Di tengah polemik tersebut, perhatian publik turut tertuju pada fungsi koordinasi dan pengawasan Satgas MBG Kabupaten Bantaeng.
Informasi yang diperoleh menyebut telah terjadi pembongkaran dan perubahan fisik pada bangunan rumah dinas tersebut.

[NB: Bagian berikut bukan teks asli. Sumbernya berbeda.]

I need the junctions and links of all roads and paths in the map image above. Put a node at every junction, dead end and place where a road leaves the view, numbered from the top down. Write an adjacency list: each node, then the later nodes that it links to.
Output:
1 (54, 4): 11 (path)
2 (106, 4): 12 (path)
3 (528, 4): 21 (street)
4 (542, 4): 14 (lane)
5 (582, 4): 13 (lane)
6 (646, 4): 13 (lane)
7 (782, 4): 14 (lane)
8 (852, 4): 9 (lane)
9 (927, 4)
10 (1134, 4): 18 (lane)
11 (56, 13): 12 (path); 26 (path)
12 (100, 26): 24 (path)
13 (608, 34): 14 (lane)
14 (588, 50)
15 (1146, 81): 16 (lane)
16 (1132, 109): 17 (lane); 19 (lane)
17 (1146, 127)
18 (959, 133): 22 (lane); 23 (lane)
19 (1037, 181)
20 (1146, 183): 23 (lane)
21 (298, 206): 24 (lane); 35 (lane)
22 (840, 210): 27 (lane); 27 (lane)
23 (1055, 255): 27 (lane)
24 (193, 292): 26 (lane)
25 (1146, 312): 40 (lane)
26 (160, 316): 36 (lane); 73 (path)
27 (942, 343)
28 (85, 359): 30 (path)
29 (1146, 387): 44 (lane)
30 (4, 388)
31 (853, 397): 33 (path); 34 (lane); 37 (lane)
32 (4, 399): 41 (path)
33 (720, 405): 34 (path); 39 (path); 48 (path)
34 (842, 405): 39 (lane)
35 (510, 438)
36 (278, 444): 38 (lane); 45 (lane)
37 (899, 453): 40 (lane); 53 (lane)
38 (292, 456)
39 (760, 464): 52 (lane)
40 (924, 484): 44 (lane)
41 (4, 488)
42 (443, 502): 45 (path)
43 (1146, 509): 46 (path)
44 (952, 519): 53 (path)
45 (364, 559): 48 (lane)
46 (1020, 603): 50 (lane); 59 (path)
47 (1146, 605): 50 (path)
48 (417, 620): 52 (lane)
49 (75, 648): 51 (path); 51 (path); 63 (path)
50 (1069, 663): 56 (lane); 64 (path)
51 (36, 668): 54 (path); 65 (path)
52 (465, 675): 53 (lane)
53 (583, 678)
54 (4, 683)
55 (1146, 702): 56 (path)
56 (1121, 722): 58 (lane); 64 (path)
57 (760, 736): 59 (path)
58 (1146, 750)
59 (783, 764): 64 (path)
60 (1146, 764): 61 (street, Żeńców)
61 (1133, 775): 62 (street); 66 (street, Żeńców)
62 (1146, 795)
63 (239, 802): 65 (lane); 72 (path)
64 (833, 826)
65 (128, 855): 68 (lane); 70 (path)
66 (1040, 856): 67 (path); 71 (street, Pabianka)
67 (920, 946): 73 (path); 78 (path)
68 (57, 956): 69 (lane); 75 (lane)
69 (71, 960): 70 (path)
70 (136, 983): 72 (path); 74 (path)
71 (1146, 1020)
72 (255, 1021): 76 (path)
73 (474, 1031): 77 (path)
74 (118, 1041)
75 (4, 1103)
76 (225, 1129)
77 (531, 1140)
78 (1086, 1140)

Salah satu pelaksana kegiatan disebut mengakui bertanggung jawab atas pekerjaan pembongkaran.
Sementara itu, Ketua Satgas MBG Kabupaten Bantaeng, H. Sahabuddin, disebut menyampaikan bahwa pihaknya hanya memfasilitasi pelaksanaan kegiatan dan tidak mengetahui adanya rencana pembongkaran yang dilakukan pihak ketiga.
Pernyataan tersebut kemudian memunculkan pertanyaan publik mengenai sejauh mana fungsi pengawasan dijalankan terhadap pelaksanaan program yang melibatkan penggunaan aset pemerintah daerah.
Sejumlah pihak menilai perlu dilakukan pendalaman untuk memastikan apakah terdapat kelalaian pengawasan, lemahnya pengendalian administrasi, atau adanya proses yang tidak berjalan sesuai ketentuan.
Mereka juga mendorong agar dilakukan penelusuran terhadap legalitas penggunaan aset, dasar perubahan fisik bangunan, pihak yang memberi persetujuan, serta kemungkinan dampak terhadap aset daerah.
Hingga berita ini diterbitkan, belum terdapat penjelasan resmi mengenai dasar hukum penggunaan aset maupun hasil pemeriksaan atas dugaan tersebut.
Bantaengnews.com membuka ruang hak jawab dan klarifikasi kepada seluruh pihak yang disebut dalam pemberitaan ini sesuai ketentuan Undang-Undang Pers.